→ **ABOUT THIS EXERCISE**
Will you transcribe all the entries word for word, skipping the pictures they hold?

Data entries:
----

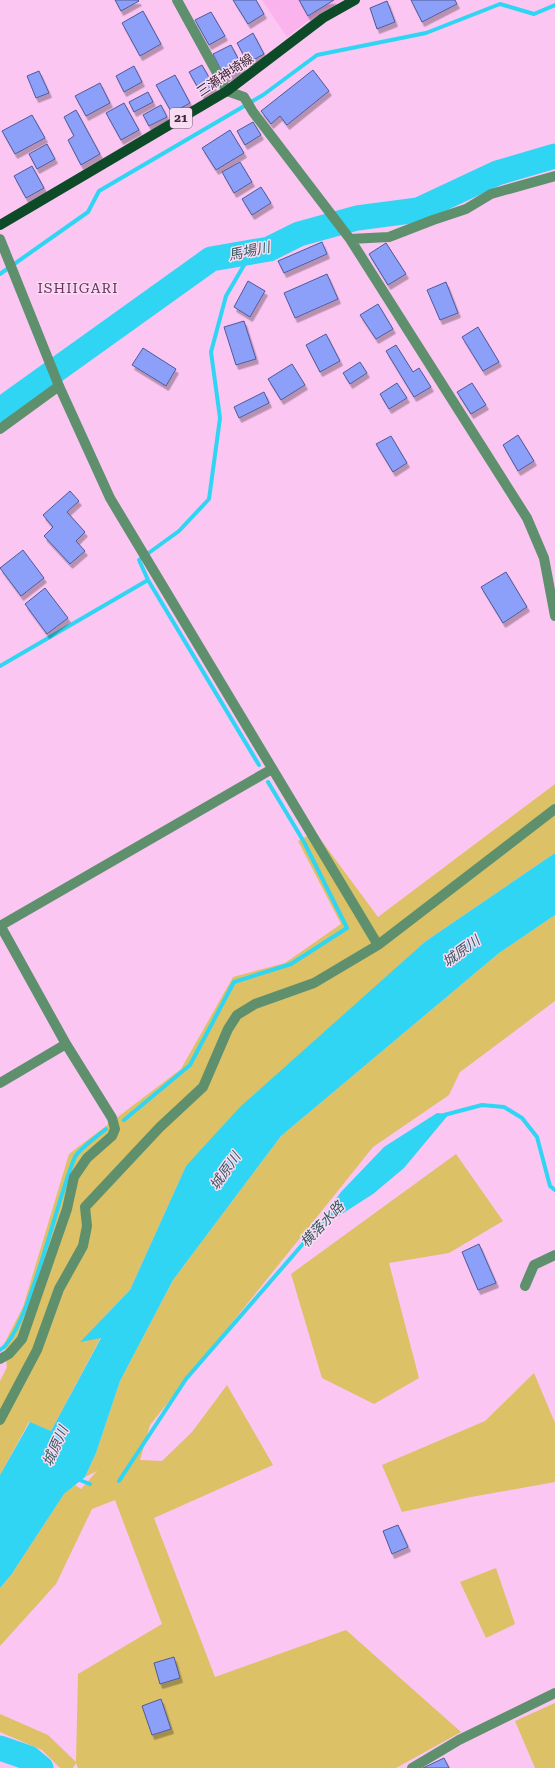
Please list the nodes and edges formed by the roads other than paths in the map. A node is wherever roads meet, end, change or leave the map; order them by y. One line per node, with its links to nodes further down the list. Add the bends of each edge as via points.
1 (177, 0): 3 (street)
2 (355, 0): 3 (main road, 三瀬神埼線 / 21, via 323,18)
3 (227, 92): 5 (main road, 三瀬神埼線 / 21); 7 (street, via 244,97)
4 (555, 176): 7 (street, via 491,194 466,209 389,237)
5 (0, 225)
6 (0, 239): 8 (street)
7 (350, 239): 10 (street, via 527,518 544,558)
8 (59, 386): 9 (street); 12 (street, via 110,498)
9 (0, 429)
10 (554, 601): 11 (street)
11 (555, 616)
12 (272, 769): 14 (street); 15 (street)
13 (555, 808): 15 (street)
14 (0, 926): 16 (street)
15 (378, 946): 18 (street, via 314,983 255,1004 237,1015 228,1029 203,1087 160,1127)
16 (66, 1044): 17 (street); 19 (street, via 112,1118 115,1129 112,1136 87,1158 74,1177)
17 (0, 1083)
18 (85, 1207): 19 (street); 23 (street, via 87,1226 83,1246 59,1289 37,1350)
19 (67, 1208): 22 (street, via 22,1339)
20 (555, 1255): 21 (street, via 534,1265)
21 (525, 1286)
22 (0, 1360)
23 (0, 1420)
24 (555, 1693): 25 (street, via 459,1740)
25 (412, 1768)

----

→ **WRITTEN ANSWER**
Please list the nodes and edges formed by the roads other than paths in the map. A node is wherever roads meet, end, change or leave the map; order them by y. One line per node, with its links to nodes further down the list. Add the bends of each edge as via points.
1 (177, 0): 3 (street)
2 (355, 0): 3 (main road, 三瀬神埼線 / 21, via 323,18)
3 (227, 92): 5 (main road, 三瀬神埼線 / 21); 7 (street, via 244,97)
4 (555, 176): 7 (street, via 491,194 466,209 389,237)
5 (0, 225)
6 (0, 239): 8 (street)
7 (350, 239): 10 (street, via 527,518 544,558)
8 (59, 386): 9 (street); 12 (street, via 110,498)
9 (0, 429)
10 (554, 601): 11 (street)
11 (555, 616)
12 (272, 769): 14 (street); 15 (street)
13 (555, 808): 15 (street)
14 (0, 926): 16 (street)
15 (378, 946): 18 (street, via 314,983 255,1004 237,1015 228,1029 203,1087 160,1127)
16 (66, 1044): 17 (street); 19 (street, via 112,1118 115,1129 112,1136 87,1158 74,1177)
17 (0, 1083)
18 (85, 1207): 19 (street); 23 (street, via 87,1226 83,1246 59,1289 37,1350)
19 (67, 1208): 22 (street, via 22,1339)
20 (555, 1255): 21 (street, via 534,1265)
21 (525, 1286)
22 (0, 1360)
23 (0, 1420)
24 (555, 1693): 25 (street, via 459,1740)
25 (412, 1768)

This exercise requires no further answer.